Problem>
Check every line of the entries for the string "graph" and return the ones that contain it.

Records contained in a dataset>
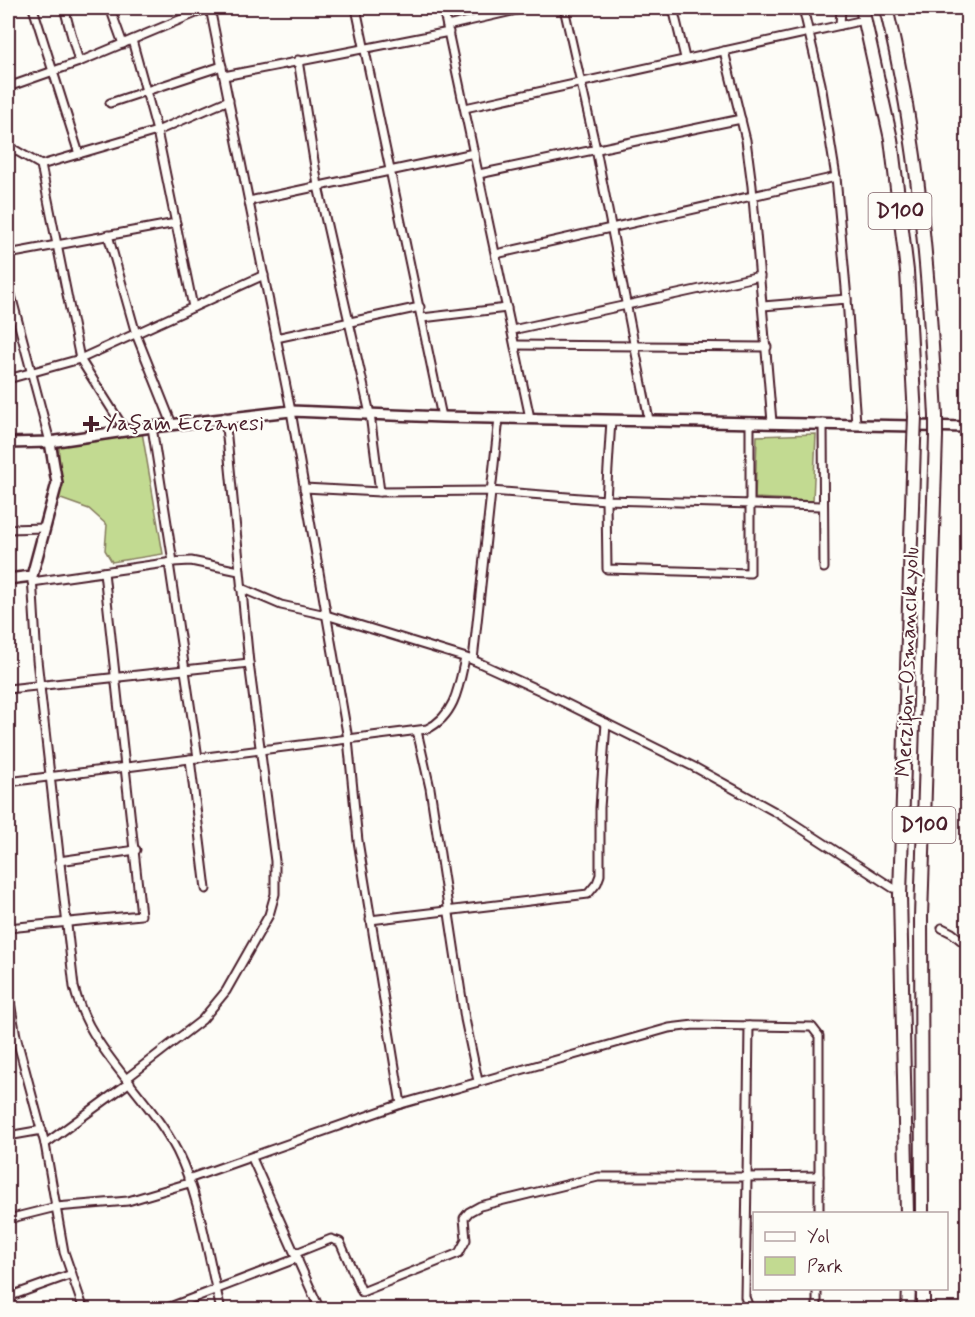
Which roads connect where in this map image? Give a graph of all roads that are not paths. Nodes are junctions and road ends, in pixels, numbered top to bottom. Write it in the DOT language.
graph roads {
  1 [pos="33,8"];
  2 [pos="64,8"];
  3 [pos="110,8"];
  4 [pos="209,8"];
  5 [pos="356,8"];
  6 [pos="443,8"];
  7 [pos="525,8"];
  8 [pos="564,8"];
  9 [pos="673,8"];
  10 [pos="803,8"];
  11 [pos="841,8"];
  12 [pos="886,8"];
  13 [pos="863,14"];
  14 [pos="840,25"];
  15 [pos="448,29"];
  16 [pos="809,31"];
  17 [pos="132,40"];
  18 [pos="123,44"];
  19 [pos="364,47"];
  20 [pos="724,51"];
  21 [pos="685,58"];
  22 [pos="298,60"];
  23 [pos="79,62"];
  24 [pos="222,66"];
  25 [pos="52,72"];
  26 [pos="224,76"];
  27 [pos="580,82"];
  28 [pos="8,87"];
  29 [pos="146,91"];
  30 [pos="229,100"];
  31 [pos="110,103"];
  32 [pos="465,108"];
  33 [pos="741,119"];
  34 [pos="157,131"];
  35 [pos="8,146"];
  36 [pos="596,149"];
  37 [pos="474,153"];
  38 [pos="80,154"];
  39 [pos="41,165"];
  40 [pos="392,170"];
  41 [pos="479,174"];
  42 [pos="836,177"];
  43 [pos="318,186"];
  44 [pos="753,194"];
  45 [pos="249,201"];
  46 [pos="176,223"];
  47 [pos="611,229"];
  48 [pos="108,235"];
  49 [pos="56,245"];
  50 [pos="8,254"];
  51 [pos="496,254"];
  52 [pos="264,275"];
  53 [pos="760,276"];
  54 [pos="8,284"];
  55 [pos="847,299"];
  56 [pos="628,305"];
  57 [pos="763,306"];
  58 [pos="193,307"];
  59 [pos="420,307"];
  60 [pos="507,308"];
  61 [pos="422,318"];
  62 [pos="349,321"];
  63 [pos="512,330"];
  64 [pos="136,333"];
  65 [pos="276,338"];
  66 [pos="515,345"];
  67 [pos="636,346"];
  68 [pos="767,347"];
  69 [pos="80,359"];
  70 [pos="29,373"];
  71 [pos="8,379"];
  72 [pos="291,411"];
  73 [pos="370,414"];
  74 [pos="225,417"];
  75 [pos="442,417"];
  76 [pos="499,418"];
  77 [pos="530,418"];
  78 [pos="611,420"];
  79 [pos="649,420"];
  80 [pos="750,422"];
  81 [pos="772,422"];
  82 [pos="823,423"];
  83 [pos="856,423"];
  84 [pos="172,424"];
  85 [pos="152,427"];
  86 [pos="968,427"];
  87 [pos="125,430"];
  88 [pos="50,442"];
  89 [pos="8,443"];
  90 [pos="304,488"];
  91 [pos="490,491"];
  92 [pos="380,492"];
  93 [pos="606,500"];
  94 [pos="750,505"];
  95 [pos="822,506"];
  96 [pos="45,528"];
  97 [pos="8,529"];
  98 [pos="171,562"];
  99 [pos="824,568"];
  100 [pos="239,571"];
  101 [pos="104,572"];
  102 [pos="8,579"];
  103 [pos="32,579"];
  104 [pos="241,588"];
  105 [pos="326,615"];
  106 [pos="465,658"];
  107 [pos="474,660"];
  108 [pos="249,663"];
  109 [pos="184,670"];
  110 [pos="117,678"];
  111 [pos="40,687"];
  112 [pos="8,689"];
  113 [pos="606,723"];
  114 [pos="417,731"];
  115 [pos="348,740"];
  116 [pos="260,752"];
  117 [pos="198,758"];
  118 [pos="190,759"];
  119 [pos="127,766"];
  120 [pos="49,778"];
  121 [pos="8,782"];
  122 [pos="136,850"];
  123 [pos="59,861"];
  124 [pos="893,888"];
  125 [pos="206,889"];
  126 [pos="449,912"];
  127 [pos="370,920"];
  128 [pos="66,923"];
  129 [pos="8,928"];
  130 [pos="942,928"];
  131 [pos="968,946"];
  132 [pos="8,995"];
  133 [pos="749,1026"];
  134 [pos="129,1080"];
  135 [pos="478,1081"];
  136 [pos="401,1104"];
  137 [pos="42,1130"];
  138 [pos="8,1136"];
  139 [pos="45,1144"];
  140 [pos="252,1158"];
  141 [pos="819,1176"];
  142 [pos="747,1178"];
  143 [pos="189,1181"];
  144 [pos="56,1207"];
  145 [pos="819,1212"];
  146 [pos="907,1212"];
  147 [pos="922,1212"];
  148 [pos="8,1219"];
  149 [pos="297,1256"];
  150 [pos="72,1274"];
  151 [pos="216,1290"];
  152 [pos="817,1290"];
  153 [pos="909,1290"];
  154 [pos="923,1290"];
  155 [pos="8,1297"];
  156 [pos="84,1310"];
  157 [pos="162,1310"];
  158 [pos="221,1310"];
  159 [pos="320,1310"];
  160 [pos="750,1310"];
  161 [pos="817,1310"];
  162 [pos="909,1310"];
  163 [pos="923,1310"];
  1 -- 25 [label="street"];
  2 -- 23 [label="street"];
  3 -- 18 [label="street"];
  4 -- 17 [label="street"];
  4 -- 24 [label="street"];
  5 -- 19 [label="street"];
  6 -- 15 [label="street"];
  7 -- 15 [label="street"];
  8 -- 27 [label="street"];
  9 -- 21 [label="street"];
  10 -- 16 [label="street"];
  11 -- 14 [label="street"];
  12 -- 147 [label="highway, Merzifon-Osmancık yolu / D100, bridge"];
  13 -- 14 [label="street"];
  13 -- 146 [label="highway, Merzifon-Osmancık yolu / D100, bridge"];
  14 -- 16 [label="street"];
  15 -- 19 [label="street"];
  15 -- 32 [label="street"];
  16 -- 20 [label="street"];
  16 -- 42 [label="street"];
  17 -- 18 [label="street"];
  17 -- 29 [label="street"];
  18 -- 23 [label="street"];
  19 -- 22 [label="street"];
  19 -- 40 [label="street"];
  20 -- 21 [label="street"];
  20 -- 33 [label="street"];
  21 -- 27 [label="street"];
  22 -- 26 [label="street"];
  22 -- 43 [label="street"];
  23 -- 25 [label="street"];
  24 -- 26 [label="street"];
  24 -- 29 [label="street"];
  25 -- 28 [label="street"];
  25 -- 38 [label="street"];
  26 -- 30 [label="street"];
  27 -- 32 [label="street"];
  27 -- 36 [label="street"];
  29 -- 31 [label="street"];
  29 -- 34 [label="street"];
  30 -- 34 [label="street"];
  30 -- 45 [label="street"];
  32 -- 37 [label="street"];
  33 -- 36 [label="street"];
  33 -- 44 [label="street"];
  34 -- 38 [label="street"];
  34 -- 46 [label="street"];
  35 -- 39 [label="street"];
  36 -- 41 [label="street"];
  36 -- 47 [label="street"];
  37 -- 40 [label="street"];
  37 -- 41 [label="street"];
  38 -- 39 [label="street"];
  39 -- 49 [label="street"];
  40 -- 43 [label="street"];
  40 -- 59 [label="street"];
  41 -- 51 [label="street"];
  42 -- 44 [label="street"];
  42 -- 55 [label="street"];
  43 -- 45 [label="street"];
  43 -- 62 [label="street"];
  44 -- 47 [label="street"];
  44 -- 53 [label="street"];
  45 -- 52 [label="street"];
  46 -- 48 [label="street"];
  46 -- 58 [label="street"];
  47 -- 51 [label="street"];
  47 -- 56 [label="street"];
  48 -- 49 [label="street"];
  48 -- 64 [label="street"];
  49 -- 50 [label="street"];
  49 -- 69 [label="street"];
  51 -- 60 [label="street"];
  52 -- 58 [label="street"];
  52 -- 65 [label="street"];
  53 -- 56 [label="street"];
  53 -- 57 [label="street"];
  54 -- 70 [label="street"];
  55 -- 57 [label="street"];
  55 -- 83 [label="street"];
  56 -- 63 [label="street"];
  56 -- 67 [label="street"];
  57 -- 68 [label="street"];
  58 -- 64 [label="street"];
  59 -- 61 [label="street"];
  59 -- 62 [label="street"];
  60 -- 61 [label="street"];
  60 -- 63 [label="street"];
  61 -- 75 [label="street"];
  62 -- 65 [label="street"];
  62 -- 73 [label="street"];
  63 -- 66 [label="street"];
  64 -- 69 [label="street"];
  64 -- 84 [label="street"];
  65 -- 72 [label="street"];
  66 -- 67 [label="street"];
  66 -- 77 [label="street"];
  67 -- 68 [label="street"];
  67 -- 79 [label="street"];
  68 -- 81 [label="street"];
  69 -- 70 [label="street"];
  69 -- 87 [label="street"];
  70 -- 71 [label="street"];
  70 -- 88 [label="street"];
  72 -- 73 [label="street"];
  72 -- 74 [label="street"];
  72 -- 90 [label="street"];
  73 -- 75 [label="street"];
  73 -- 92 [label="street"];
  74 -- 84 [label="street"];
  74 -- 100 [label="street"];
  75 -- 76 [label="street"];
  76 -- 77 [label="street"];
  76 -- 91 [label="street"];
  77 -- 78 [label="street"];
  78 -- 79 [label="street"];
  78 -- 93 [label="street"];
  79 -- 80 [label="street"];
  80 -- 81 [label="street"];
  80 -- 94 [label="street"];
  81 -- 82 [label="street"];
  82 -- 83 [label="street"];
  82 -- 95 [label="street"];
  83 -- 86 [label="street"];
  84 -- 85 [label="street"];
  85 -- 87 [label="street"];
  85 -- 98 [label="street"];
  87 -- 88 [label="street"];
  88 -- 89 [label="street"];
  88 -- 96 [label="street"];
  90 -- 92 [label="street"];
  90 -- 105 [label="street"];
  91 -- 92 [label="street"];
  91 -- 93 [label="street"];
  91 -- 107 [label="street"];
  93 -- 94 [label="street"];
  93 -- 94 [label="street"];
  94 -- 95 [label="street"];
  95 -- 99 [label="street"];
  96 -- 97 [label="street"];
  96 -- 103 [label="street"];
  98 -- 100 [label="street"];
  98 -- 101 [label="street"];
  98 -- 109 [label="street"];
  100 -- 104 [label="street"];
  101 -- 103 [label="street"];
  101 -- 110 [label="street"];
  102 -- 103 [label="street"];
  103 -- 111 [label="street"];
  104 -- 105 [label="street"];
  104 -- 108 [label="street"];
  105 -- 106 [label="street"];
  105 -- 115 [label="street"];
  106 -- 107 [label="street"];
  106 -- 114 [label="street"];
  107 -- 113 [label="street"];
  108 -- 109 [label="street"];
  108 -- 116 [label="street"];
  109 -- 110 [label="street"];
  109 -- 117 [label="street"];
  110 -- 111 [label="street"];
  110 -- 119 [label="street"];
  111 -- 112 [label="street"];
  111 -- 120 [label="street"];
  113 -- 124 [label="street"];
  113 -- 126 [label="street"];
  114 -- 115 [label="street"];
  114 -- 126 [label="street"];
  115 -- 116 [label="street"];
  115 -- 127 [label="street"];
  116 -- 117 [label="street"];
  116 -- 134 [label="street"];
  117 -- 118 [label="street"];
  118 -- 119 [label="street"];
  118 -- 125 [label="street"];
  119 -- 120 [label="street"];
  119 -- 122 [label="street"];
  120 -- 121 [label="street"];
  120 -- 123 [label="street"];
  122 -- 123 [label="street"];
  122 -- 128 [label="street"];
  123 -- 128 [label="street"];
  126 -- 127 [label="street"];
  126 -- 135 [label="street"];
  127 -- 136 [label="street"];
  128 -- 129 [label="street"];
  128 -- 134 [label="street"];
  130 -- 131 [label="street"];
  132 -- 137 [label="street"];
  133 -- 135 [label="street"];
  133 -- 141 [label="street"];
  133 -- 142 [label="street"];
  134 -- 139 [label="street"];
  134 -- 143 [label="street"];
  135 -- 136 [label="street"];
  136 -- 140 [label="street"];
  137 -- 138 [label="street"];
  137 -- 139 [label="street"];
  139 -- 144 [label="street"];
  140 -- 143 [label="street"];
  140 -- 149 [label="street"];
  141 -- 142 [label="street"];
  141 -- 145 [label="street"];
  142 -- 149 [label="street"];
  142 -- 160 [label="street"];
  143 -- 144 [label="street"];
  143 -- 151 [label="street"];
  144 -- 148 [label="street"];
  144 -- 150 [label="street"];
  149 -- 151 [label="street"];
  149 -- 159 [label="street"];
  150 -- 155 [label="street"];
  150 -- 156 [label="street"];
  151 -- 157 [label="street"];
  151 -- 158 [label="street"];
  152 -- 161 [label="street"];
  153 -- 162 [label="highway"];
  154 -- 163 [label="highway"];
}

Final answer>
Which roads connect where in this map image? Give a graph of all roads that are not paths. Nodes are junctions and road ends, in pixels, numbered top to bottom. Write it in the DOT language.
graph roads {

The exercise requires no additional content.